Canajoharie

Variant name of place

Kanajuharee; Kanajoharry; Kanajoharry Castle; Upper Castle; Mohawk Castle; Castle; Canajohare

Geographic position

42.9031° N, 74.5711° W

Sources

Swinehart, Kirk Davis. “Fort Johnson, Johnson Hall, and the Anglo-Mohawk Alliance.” American Indian Places: A Historical Guidebook. Ed. Frances H. Kennedy. Boston: Houghton Mifflin Co., 2008. Web. http://indiancastle.com/ICNHL.htm. Andrews, Edward E. Native Apostles: Black and Indian Missionaries in the British Atlantic World. Cambridge, MA: Harvard University Press, 2013. Print. Tiro, Karin M. “James Dean in Iroquoia.” New York History. 80.4 (1994) 391-422. Web. Silverman, David J. Red Brethren: The Brothertown and Stockbridge Indians and the Problem of Race in Early America. Ithaca, NY: Cornell, 2010. Web.

General note

The historical Mohawk village of Canajoharie was located about 50 miles northwest of Albany, New York, in the central part of the state. Today, both a town and village in the same vicinity of the Mohawk village of Canajoharie have taken the Mohawk name, but the location of the present-day village is slightly east of the historical village. Because the village’s name was similar to the Oneida village of Kanawalohale, where David Fowler established a school in 1765, many sources conflate the two villages. Canajoharie, which in English means a washed kettle, was also known by the names Indian Castle and Upper Castle, which refers to the late 17th-century Mohawk fortifications that were built around the town following a series of French attacks during King William’s War. The term Upper Castle served to differentiate Canajoharie from Lower Mohawk Castle located in the Mohawk village of Tionondoroge near Fort Hunter.

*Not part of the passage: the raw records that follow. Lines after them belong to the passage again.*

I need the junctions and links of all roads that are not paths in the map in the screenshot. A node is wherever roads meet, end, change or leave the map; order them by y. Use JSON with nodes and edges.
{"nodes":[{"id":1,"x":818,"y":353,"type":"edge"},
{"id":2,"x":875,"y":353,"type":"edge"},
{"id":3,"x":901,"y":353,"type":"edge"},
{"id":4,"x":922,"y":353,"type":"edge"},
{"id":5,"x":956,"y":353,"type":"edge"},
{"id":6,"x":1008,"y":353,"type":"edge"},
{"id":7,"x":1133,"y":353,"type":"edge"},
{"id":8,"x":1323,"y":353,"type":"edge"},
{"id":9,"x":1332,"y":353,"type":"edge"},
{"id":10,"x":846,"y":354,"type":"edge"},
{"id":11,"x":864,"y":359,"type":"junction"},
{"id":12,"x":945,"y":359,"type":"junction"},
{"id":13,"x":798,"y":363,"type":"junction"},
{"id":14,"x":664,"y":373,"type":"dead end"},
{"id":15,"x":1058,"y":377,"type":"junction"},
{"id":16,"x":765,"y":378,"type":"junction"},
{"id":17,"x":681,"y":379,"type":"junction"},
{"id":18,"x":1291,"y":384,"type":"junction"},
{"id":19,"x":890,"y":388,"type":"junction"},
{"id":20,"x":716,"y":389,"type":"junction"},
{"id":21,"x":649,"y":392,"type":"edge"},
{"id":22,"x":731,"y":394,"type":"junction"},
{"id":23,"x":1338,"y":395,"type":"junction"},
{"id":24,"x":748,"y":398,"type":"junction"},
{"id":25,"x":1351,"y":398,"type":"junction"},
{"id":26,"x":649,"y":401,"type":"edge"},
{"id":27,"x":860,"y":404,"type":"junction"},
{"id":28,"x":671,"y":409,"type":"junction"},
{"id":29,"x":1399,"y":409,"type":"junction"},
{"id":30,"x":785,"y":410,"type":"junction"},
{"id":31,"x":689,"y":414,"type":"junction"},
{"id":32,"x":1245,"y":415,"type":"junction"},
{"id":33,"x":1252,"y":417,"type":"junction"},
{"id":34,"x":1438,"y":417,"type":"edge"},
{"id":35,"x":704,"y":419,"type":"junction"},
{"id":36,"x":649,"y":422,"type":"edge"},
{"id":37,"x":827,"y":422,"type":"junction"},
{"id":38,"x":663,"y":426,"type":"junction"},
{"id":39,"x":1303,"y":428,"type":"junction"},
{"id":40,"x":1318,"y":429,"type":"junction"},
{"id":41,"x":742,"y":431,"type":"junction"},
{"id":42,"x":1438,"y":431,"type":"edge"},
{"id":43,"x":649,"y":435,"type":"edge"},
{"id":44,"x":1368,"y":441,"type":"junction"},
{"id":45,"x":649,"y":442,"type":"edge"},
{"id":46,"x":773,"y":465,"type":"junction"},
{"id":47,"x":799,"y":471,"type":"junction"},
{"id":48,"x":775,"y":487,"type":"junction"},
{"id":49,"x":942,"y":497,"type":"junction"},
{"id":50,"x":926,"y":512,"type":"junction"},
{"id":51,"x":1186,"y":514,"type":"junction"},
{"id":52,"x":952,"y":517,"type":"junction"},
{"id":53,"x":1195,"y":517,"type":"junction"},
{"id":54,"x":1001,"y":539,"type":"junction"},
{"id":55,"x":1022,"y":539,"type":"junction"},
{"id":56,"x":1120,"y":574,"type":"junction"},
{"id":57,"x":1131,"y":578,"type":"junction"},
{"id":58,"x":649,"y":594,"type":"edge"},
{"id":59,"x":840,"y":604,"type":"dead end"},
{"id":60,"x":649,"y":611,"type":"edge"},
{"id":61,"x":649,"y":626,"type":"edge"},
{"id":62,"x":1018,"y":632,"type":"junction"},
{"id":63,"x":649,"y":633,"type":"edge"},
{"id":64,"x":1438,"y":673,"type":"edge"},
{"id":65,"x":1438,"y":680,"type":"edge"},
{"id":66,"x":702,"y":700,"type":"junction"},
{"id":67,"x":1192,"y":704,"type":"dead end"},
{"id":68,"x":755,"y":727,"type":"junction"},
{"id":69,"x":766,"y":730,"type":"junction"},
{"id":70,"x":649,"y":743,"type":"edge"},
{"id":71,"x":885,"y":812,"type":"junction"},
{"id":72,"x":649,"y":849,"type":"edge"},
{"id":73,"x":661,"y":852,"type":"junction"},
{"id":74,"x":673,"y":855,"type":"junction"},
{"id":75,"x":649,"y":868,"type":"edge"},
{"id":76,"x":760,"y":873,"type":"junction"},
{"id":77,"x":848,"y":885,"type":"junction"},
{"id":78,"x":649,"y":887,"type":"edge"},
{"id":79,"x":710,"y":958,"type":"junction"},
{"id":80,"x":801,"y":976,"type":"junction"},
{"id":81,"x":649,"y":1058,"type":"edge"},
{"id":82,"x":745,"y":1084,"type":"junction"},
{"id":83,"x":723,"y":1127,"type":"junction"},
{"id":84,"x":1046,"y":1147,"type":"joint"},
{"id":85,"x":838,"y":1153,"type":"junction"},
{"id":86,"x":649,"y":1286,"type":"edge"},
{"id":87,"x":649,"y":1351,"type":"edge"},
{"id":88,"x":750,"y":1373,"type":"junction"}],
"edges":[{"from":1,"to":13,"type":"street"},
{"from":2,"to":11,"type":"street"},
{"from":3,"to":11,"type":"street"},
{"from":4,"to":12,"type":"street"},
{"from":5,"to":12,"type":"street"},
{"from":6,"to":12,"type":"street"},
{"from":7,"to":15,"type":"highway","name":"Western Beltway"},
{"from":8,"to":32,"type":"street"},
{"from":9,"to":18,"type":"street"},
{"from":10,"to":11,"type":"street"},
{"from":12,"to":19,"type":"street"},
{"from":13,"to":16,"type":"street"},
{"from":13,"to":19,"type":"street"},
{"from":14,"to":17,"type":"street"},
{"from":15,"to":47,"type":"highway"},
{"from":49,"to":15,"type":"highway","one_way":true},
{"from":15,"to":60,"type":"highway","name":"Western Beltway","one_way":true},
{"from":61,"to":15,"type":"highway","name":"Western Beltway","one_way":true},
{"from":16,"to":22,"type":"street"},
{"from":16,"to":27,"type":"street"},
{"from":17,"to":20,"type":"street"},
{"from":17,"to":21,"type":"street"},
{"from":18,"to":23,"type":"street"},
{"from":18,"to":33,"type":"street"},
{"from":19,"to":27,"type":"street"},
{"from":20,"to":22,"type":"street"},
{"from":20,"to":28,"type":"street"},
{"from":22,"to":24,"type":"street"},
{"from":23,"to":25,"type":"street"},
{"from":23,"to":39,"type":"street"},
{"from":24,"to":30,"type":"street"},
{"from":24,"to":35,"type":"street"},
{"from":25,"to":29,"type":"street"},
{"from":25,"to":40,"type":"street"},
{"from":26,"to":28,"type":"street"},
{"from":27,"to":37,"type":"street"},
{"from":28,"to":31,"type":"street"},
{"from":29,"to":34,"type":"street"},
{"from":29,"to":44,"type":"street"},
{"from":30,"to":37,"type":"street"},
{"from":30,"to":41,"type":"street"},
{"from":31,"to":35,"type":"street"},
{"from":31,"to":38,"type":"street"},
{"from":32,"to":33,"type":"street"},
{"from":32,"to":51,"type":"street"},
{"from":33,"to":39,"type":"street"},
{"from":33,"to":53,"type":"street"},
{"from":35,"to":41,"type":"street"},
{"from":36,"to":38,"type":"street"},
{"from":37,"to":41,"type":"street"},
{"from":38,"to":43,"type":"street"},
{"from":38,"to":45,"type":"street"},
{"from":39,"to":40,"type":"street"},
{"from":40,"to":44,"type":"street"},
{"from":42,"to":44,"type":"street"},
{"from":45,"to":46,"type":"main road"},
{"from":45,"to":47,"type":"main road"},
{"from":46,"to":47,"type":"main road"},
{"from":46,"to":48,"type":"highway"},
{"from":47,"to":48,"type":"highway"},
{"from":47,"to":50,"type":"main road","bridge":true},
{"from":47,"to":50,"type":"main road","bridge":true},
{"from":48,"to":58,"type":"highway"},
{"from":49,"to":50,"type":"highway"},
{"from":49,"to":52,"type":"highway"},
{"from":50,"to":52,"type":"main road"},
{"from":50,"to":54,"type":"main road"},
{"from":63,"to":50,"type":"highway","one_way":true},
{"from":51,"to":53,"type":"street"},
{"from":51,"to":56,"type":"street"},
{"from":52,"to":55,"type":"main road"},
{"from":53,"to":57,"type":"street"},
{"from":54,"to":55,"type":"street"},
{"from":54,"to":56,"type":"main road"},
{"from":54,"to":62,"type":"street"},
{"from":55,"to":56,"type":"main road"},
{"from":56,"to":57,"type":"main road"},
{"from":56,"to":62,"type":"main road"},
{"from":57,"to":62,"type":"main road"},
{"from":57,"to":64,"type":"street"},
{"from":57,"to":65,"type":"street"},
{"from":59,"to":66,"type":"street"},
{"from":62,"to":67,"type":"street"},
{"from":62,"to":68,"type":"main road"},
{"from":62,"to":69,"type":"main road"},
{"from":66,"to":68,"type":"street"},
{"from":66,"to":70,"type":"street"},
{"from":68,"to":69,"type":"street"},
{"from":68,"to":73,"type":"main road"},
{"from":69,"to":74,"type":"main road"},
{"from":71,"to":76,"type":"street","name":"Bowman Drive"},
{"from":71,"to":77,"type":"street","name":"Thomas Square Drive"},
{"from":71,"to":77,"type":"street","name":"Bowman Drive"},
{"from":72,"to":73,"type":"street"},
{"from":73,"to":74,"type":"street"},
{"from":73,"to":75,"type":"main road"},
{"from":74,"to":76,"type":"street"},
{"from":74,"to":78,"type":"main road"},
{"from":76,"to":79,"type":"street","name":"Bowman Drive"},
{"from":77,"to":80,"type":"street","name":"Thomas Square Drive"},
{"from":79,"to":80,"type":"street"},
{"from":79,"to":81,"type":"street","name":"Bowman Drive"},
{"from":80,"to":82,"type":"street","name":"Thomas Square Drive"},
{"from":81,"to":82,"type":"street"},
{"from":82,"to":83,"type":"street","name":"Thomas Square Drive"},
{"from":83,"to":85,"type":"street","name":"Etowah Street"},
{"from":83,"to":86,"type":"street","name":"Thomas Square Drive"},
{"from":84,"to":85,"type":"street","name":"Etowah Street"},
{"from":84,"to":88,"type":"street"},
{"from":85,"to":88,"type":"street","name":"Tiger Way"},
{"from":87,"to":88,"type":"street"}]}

Canajoharie contained the Indian Castle church, which still stands today and was built in 1769 by the British Superintendent of Indian Affairs, Sir William Johnson, with help from the Mohawk siblings Molly and Joseph Brant, who donated land to the cause. Throughout the span of the 18th century, war, disease, and emigration severely reduced the Mohawk population in Canajoharie, and an influx of both white and non-Mohawk Native Americans resulted in a diverse and ethnically mixed culture. Wheelock's missionary work in this village in the 1760s was headed by Theophilus Chamberlain, while Abraham major, Abraham minor, and Peter (Mohawk) maintained missionary schools near Canajoharie.